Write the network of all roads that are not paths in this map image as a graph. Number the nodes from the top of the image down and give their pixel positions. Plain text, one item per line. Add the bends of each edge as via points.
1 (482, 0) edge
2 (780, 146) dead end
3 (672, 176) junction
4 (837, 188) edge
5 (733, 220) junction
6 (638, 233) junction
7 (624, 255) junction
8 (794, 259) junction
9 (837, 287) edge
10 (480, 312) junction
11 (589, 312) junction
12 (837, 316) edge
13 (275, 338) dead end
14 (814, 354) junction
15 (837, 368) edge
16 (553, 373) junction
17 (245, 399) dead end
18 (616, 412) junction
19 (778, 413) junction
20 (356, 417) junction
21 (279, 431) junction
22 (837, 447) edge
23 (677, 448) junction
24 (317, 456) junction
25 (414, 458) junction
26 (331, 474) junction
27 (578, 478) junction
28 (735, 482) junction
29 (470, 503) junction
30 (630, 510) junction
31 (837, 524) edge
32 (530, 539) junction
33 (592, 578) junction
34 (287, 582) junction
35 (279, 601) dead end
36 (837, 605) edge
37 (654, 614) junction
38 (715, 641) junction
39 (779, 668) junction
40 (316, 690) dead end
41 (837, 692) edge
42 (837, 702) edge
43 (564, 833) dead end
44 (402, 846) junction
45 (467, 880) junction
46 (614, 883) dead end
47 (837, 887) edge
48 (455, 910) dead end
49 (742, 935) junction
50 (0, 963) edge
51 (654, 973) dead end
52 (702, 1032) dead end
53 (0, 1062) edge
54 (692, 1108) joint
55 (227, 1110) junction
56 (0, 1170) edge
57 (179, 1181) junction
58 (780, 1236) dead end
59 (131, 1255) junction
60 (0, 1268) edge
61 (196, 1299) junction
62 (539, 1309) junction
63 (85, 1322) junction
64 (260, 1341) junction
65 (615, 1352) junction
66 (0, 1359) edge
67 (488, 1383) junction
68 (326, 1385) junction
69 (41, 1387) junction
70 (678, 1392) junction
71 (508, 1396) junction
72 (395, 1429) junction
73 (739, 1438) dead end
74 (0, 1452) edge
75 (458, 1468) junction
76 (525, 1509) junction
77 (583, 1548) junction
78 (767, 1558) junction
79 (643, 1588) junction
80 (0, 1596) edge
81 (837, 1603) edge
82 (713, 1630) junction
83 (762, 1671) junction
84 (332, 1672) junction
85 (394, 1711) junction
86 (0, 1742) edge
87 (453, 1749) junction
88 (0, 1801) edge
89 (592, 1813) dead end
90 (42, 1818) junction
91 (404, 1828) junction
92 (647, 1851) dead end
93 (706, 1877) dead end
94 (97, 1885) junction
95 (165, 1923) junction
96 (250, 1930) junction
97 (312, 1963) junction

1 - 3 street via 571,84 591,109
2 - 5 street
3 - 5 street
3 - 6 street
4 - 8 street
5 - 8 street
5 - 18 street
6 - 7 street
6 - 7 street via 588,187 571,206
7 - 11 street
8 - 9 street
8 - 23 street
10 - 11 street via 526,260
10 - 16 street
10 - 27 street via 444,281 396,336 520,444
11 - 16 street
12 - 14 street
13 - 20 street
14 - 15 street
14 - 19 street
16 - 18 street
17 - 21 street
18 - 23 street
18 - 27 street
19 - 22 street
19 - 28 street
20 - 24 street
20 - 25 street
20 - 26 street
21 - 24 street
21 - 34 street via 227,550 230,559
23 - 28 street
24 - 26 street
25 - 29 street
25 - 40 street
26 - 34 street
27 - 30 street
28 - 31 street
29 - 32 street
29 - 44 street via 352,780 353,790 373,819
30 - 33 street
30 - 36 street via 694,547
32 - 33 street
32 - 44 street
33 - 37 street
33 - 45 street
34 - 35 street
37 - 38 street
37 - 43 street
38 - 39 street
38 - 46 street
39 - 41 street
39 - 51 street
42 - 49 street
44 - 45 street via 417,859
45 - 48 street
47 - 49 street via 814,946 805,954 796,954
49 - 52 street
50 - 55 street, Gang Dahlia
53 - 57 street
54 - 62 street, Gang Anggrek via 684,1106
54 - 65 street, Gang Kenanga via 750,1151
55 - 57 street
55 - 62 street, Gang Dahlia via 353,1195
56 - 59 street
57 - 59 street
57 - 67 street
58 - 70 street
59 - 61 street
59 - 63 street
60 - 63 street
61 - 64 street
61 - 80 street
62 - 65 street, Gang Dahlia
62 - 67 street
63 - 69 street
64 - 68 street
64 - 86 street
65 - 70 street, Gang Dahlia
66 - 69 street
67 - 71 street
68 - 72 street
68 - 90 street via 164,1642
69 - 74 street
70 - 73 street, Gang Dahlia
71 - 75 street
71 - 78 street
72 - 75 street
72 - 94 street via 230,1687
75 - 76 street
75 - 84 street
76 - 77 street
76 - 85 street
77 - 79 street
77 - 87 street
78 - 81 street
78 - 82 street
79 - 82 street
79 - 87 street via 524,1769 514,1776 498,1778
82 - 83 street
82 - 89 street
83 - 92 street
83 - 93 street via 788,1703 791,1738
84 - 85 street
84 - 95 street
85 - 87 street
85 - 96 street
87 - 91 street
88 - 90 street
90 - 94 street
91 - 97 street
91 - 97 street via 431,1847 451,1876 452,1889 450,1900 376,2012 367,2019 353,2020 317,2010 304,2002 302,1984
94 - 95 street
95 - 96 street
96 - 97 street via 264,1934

# # # #

- **TASK DIRECTIONS**: Identify the lines above that contain the word "Gang", then copy them.

- **REPLY**:
50 - 55 street, Gang Dahlia
54 - 62 street, Gang Anggrek via 684,1106
54 - 65 street, Gang Kenanga via 750,1151
55 - 62 street, Gang Dahlia via 353,1195
62 - 65 street, Gang Dahlia
65 - 70 street, Gang Dahlia
70 - 73 street, Gang Dahlia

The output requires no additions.